Entries shown>
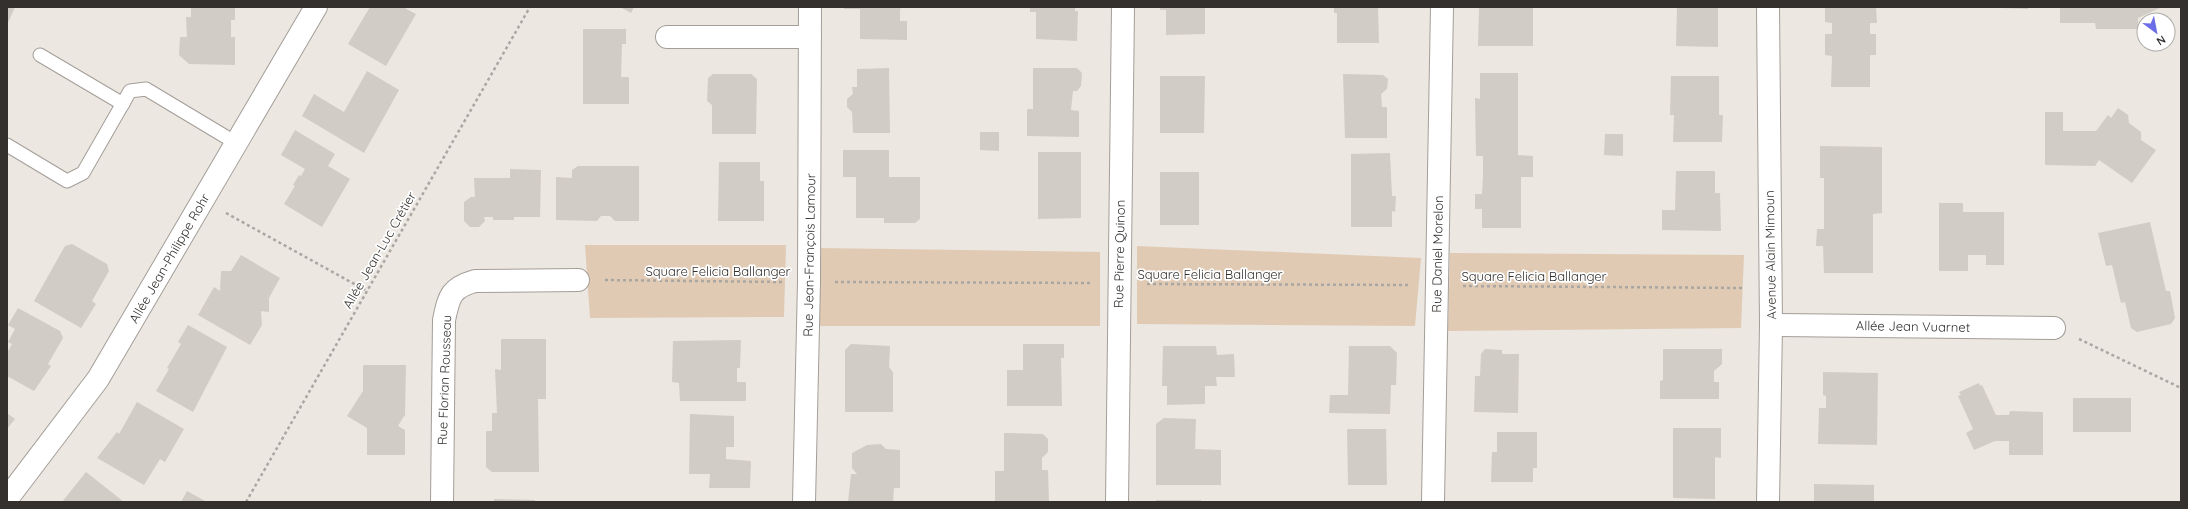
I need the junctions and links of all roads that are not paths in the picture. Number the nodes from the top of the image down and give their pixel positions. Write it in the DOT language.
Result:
graph roads {
  1 [pos="316,7"];
  2 [pos="810,7"];
  3 [pos="1124,7"];
  4 [pos="1442,7"];
  5 [pos="1768,7"];
  6 [pos="667,36"];
  7 [pos="810,38"];
  8 [pos="40,56"];
  9 [pos="123,104"];
  10 [pos="236,143"];
  11 [pos="7,145"];
  12 [pos="578,280"];
  13 [pos="1771,325"];
  14 [pos="2054,328"];
  15 [pos="7,499"];
  16 [pos="442,502"];
  17 [pos="804,502"];
  18 [pos="1117,502"];
  19 [pos="1432,502"];
  20 [pos="1768,502"];
  1 -- 10 [label="street, Allée Jean-Philippe Rohr"];
  2 -- 7 [label="street, Rue Jean-François Lamour"];
  3 -- 18 [label="street, Rue Pierre Quinon"];
  4 -- 19 [label="street, Rue Daniel Morelon"];
  5 -- 13 [label="street, Avenue Alain Mimoun"];
  6 -- 7 [label="street"];
  7 -- 17 [label="street, Rue Jean-François Lamour"];
  8 -- 9 [label="lane"];
  9 -- 10 [label="lane"];
  9 -- 11 [label="lane"];
  10 -- 15 [label="street, Allée Jean-Philippe Rohr"];
  12 -- 16 [label="street, Rue Florian Rousseau"];
  13 -- 14 [label="street, Allée Jean Vuarnet"];
  13 -- 20 [label="street, Avenue Alain Mimoun"];
}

Work item>
How many of the lines in this material contain the word "Allée"? State the number and nothing else.

Solution to this exercise>
3